**Work required**.
Return, exactly as written, the lines of the material from its top through the line with "Write the network", keeping pictures out.

Content starts

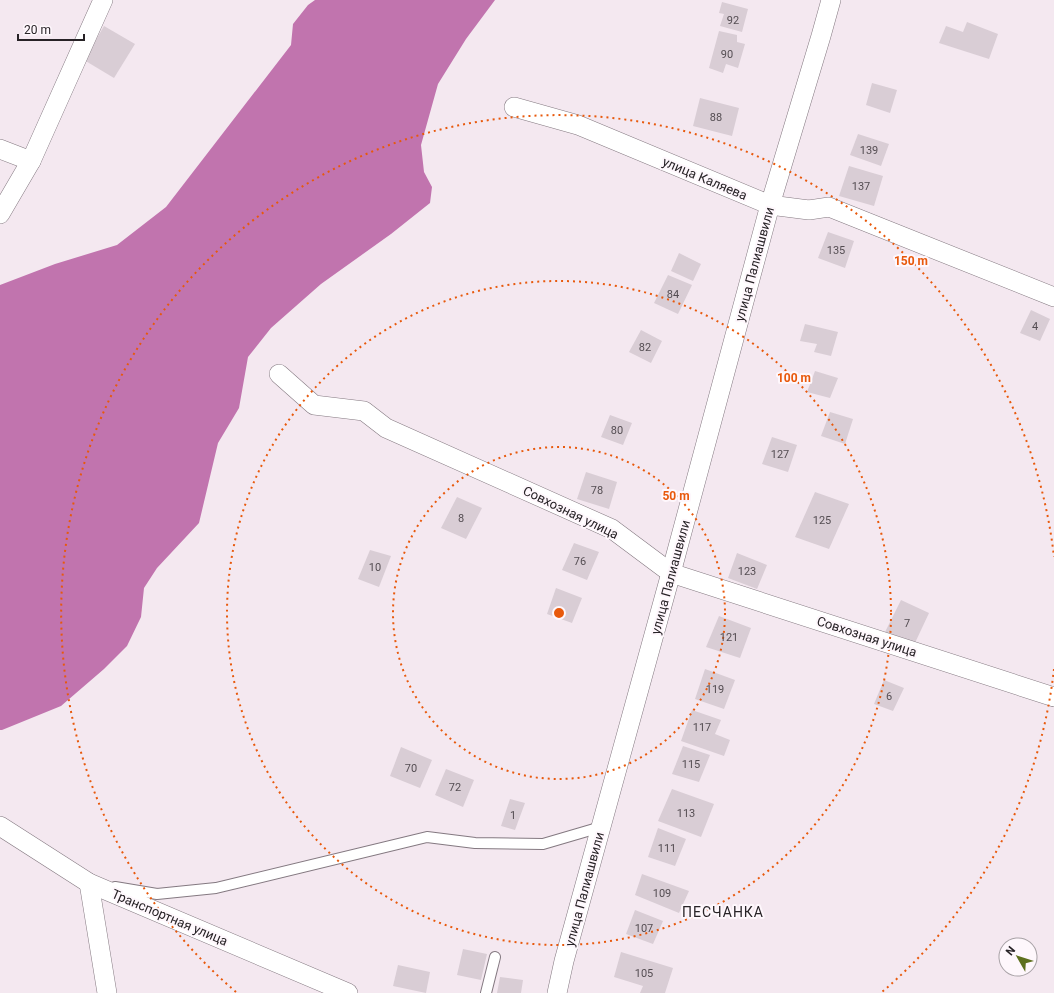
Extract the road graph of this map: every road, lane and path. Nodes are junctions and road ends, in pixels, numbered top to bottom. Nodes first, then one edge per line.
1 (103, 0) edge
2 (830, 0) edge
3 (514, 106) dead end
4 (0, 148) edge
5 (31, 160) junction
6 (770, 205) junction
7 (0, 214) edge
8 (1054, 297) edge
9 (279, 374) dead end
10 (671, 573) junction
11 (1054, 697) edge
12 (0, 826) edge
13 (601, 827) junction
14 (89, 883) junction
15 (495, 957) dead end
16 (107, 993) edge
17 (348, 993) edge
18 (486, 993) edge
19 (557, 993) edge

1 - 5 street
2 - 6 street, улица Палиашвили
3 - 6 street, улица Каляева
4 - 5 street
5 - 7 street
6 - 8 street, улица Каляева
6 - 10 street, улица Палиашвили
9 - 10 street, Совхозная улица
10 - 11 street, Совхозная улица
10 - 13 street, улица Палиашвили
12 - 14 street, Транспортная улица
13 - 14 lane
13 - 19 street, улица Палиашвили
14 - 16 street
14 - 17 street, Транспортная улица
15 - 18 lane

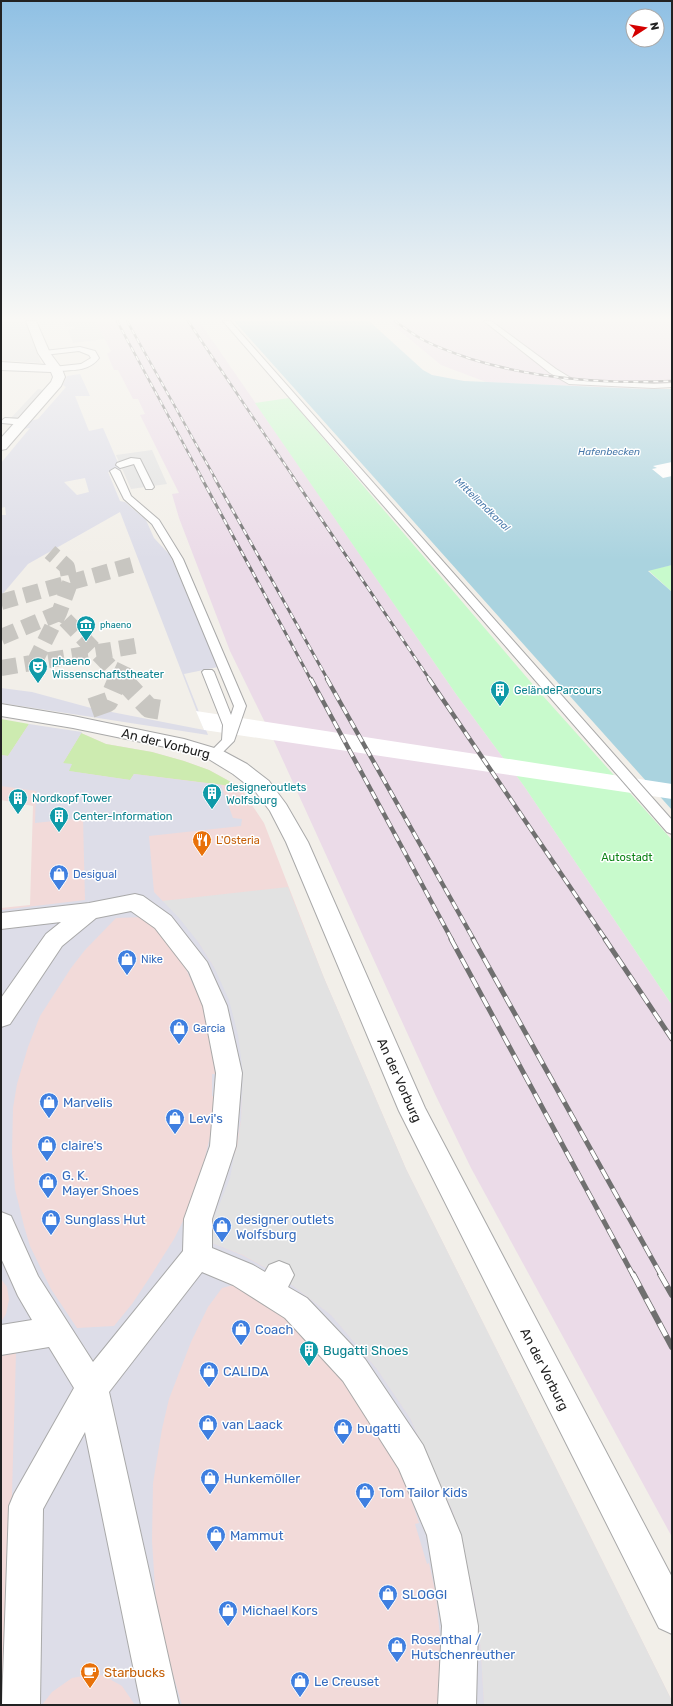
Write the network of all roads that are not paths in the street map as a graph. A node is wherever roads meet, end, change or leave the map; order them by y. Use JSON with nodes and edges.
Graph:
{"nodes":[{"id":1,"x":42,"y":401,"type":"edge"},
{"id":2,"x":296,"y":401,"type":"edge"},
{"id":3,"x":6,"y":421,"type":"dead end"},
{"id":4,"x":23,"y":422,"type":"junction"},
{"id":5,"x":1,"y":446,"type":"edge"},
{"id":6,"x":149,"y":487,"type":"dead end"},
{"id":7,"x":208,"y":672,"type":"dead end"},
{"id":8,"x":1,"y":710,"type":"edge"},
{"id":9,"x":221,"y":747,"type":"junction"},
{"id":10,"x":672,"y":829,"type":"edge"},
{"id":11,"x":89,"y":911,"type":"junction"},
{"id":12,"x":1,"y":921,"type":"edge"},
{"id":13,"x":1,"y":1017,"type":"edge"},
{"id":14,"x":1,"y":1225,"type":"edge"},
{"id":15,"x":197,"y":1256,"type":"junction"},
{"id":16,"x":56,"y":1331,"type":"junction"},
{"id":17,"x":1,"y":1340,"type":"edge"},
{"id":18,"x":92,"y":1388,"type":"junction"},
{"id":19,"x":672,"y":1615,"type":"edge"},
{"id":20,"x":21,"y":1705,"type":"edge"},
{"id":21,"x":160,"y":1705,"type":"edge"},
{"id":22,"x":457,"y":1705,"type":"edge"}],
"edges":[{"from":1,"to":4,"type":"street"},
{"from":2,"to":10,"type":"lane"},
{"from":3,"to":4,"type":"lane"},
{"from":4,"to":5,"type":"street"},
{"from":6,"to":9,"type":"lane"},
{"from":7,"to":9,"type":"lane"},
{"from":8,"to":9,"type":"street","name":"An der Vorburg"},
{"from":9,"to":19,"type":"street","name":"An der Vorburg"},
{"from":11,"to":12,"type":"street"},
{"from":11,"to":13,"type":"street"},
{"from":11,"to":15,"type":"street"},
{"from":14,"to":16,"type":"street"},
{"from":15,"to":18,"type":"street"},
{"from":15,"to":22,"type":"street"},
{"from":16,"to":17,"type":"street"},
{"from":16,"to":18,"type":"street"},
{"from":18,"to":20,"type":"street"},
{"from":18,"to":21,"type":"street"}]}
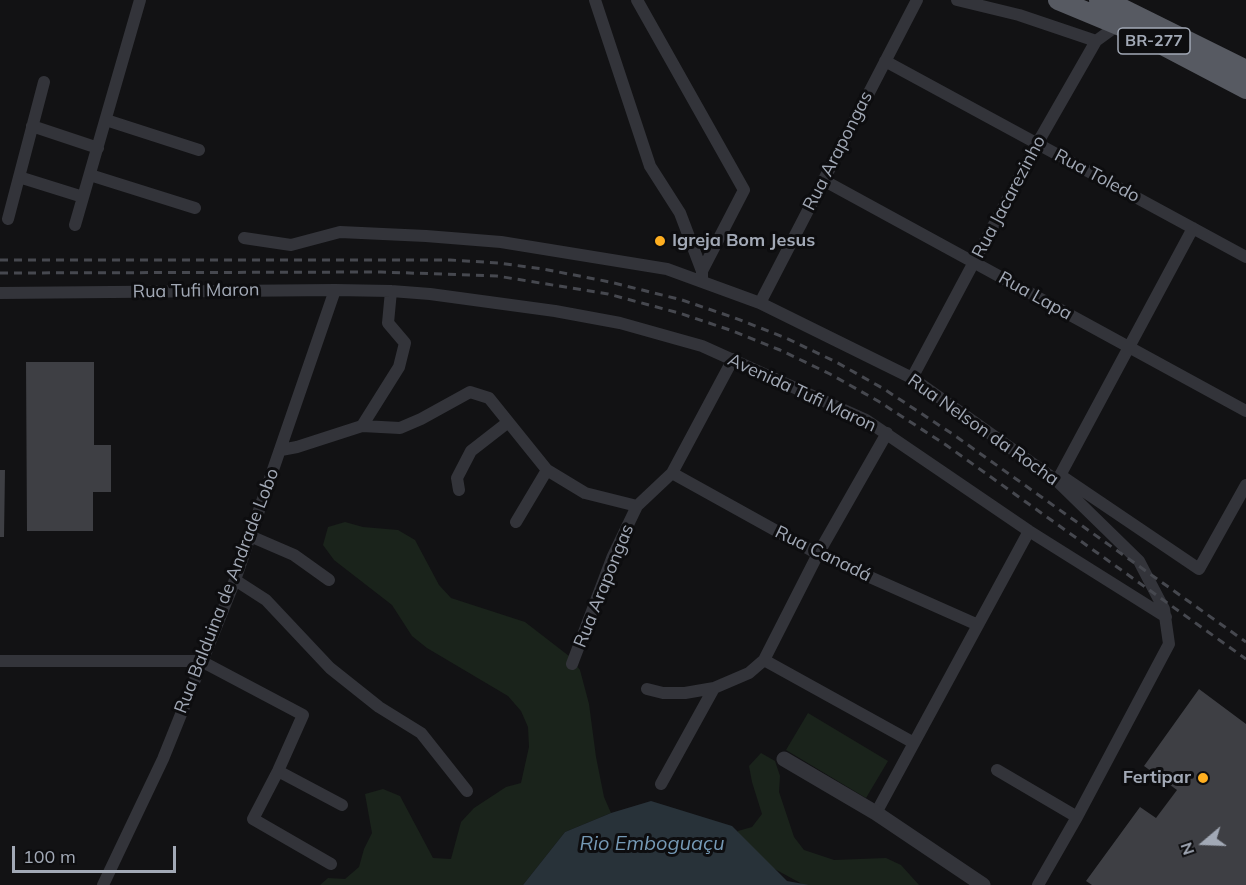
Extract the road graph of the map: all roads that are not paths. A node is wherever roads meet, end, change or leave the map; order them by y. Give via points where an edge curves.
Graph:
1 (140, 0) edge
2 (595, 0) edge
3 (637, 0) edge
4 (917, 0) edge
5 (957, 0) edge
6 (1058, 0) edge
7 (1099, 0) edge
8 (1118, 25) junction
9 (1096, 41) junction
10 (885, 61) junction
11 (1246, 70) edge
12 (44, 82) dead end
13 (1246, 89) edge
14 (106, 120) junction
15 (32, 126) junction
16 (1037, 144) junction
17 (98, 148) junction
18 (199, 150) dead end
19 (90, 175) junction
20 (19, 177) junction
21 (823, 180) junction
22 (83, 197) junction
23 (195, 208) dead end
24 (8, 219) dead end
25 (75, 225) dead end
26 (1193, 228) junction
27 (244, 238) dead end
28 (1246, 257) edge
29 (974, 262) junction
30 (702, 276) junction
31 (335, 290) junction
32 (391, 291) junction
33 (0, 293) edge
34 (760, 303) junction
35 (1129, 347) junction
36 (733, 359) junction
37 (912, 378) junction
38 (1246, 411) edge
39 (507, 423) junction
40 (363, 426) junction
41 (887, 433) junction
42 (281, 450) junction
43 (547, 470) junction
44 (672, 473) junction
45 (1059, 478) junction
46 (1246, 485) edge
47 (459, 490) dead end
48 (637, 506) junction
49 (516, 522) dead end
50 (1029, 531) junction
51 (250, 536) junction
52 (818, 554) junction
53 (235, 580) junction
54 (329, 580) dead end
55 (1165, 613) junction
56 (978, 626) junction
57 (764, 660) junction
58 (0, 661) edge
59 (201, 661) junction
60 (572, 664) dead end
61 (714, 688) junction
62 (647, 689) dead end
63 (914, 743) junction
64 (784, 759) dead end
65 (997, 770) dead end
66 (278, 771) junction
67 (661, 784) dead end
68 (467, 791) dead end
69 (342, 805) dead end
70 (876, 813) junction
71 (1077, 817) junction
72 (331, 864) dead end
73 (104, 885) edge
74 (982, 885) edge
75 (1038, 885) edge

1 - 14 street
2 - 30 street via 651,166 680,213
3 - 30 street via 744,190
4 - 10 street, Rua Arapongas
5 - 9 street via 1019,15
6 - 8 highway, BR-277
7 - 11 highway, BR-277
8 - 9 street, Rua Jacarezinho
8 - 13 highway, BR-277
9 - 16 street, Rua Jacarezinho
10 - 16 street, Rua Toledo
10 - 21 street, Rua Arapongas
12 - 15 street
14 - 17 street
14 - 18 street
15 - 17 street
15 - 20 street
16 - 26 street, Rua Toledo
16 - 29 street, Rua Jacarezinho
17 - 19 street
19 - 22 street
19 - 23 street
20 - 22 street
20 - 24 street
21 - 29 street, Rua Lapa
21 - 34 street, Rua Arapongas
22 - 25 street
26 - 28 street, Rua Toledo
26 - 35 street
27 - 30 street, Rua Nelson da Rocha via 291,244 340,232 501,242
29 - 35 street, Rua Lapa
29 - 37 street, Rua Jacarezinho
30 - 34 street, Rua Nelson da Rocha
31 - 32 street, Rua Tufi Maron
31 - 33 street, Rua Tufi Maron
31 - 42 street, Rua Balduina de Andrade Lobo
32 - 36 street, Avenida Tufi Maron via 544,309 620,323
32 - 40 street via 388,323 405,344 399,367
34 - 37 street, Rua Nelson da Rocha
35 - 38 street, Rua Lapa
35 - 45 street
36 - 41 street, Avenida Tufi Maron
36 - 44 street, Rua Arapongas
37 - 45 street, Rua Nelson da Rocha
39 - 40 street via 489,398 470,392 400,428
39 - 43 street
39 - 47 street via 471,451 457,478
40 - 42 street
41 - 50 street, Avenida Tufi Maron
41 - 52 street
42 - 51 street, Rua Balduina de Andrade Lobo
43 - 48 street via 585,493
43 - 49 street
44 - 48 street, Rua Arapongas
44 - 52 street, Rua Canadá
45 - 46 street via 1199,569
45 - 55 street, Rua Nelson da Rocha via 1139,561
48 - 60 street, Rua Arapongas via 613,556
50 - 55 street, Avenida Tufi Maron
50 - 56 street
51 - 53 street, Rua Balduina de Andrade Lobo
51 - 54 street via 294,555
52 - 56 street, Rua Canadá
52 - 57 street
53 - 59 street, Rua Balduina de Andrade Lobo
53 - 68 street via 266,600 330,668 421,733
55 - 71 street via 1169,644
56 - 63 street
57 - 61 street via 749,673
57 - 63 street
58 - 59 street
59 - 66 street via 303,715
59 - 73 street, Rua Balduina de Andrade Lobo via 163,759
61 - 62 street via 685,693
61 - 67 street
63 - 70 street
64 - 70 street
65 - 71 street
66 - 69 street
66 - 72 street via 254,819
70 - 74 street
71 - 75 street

Content ends

**Answer to this problem**.
Extract the road graph of this map: every road, lane and path. Nodes are junctions and road ends, in pixels, numbered top to bottom. Nodes first, then one edge per line.
1 (103, 0) edge
2 (830, 0) edge
3 (514, 106) dead end
4 (0, 148) edge
5 (31, 160) junction
6 (770, 205) junction
7 (0, 214) edge
8 (1054, 297) edge
9 (279, 374) dead end
10 (671, 573) junction
11 (1054, 697) edge
12 (0, 826) edge
13 (601, 827) junction
14 (89, 883) junction
15 (495, 957) dead end
16 (107, 993) edge
17 (348, 993) edge
18 (486, 993) edge
19 (557, 993) edge

1 - 5 street
2 - 6 street, улица Палиашвили
3 - 6 street, улица Каляева
4 - 5 street
5 - 7 street
6 - 8 street, улица Каляева
6 - 10 street, улица Палиашвили
9 - 10 street, Совхозная улица
10 - 11 street, Совхозная улица
10 - 13 street, улица Палиашвили
12 - 14 street, Транспортная улица
13 - 14 lane
13 - 19 street, улица Палиашвили
14 - 16 street
14 - 17 street, Транспортная улица
15 - 18 lane

Write the network of all roads that are not paths in the street map as a graph. A node is wherever roads meet, end, change or leave the map; order them by y. Use JSON with nodes and edges.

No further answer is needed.